Hossein
Hossein

Reputation: 25924

What is the equivalent of Caffe's Maxpooling in tensorflow?

I am confused how we define max-pooling in Tensorflow. The documentation is vague and does not explain the parameters well.
In the pooling documentation it only says:

ksize: A list of ints that has length >= 4. The size of the window for each dimension of the input tensor. strides: A list of ints that has length >= 4. The stride of the sliding window for each dimension of the input tensor.

and

Each pooling op uses rectangular windows of size ksize separated by offset strides. For example, if strides is all ones every window is used, if strides is all twos every other window is used in each dimension, etc.

What is the equivalent of the following Caffe's max-pooling in Tensorflow?

layer {
  name: "pool"
  type: "Pooling"
  bottom: "relu"
  top: "pool"
  pooling_param {
    pool: MAX
    kernel_size: 2
    stride: 2
  }
}

I'm not sure whether they mean overlapping pooling by all one strides [1,1,1,1] and non-overlapping [2,2,2,2] by saying

if strides is all ones every window is used, if strides is all twos every other window is used in each dimension, etc.

Upvotes: 1

Views: 706

Answers (1)

Kev1n91
Kev1n91

Reputation: 3673

To do max-pooling in Tensor-Flow use:

tf.nn.max_pool(value, ksize, strides, padding, data_format='NHWC', name=None)

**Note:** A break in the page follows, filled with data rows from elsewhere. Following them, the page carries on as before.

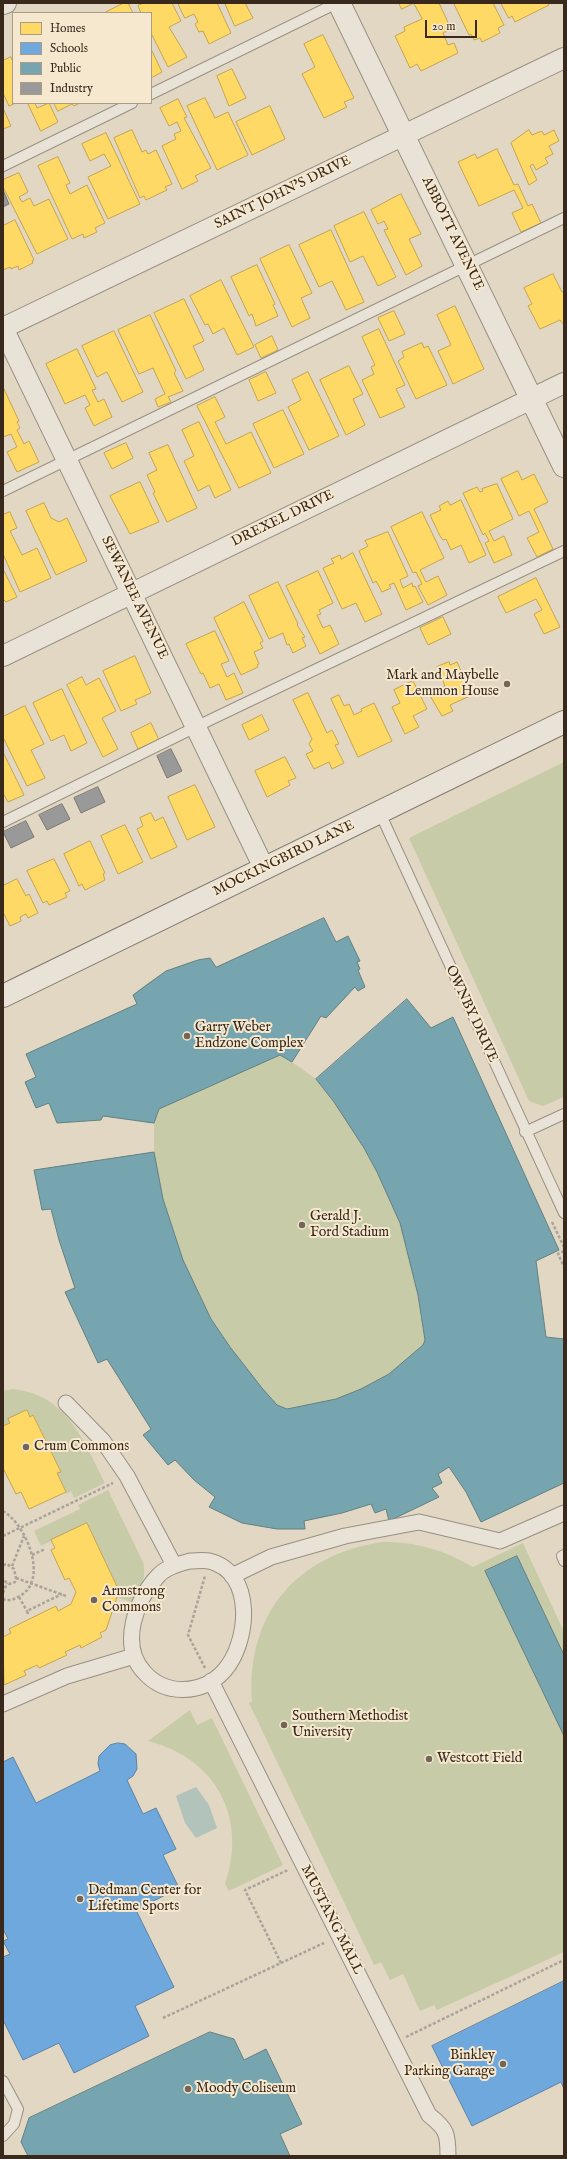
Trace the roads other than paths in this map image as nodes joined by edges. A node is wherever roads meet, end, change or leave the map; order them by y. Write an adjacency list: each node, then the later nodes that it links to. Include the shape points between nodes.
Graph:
1 (6, 3): 3 (street)
2 (338, 3): 5 (lane); 7 (main road, ABBOTT AVENUE)
3 (3, 4)
4 (564, 58): 7 (street, SAINT JOHN'S DRIVE)
5 (152, 94)
6 (130, 104): 8 (lane)
7 (404, 136): 10 (main road, ABBOTT AVENUE); 11 (street, SAINT JOHN'S DRIVE)
8 (3, 166)
9 (564, 218): 10 (lane)
10 (467, 266): 13 (main road, ABBOTT AVENUE); 14 (lane)
11 (3, 328): 14 (street, SEWANEE AVENUE)
12 (564, 383): 13 (street, DREXEL DRIVE)
13 (532, 399): 15 (main road, ABBOTT AVENUE); 18 (street, DREXEL DRIVE)
14 (67, 460): 16 (lane); 18 (street, SEWANEE AVENUE)
15 (564, 466)
16 (3, 491)
17 (564, 551): 21 (lane)
18 (132, 593): 19 (street, DREXEL DRIVE); 21 (street, SEWANEE AVENUE)
19 (3, 656)
20 (564, 722): 22 (main road, MOCKINGBIRD LANE)
21 (196, 726): 23 (lane); 24 (street, SEWANEE AVENUE)
22 (380, 813): 24 (main road, MOCKINGBIRD LANE); 27 (lane, OWNBY DRIVE)
23 (3, 822)
24 (264, 868): 25 (main road, MOCKINGBIRD LANE)
25 (3, 996)
26 (564, 1114): 27 (lane)
27 (525, 1132): 28 (lane, OWNBY DRIVE)
28 (564, 1214)
29 (66, 1403): 33 (street, via 103,1441 127,1476)
30 (564, 1512): 34 (street, via 500,1541 419,1522 345,1536 270,1557)
31 (564, 1555): 32 (lane)
32 (564, 1562)
33 (174, 1565): 34 (street, via 190,1561 209,1561); 35 (street, via 159,1575 139,1605 131,1639)
34 (232, 1576): 36 (street, via 242,1596 242,1630 235,1654 224,1671)
35 (134, 1656): 36 (street, via 143,1671 172,1690 183,1691); 37 (street, via 67,1676)
36 (211, 1681): 40 (street, MUSTANG MALL, via 429,2115 443,2126 446,2132)
37 (3, 1704)
38 (3, 2081): 39 (lane, via 18,2109 14,2124)
39 (3, 2136)
40 (448, 2156)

where ksize defines the window used for max-pooling. Note that you must specify the window size for each dimension of your input. This is the biggest difference to caffe, where caffe does all the dimension calculations for you. Note that you may have varying dimensions depending on your number of outputs that come from the previous convolutional layer.

Stride has still the same effect has in caffe ("skipping" the inputs. However you must specify the stride again for each dimension of the input.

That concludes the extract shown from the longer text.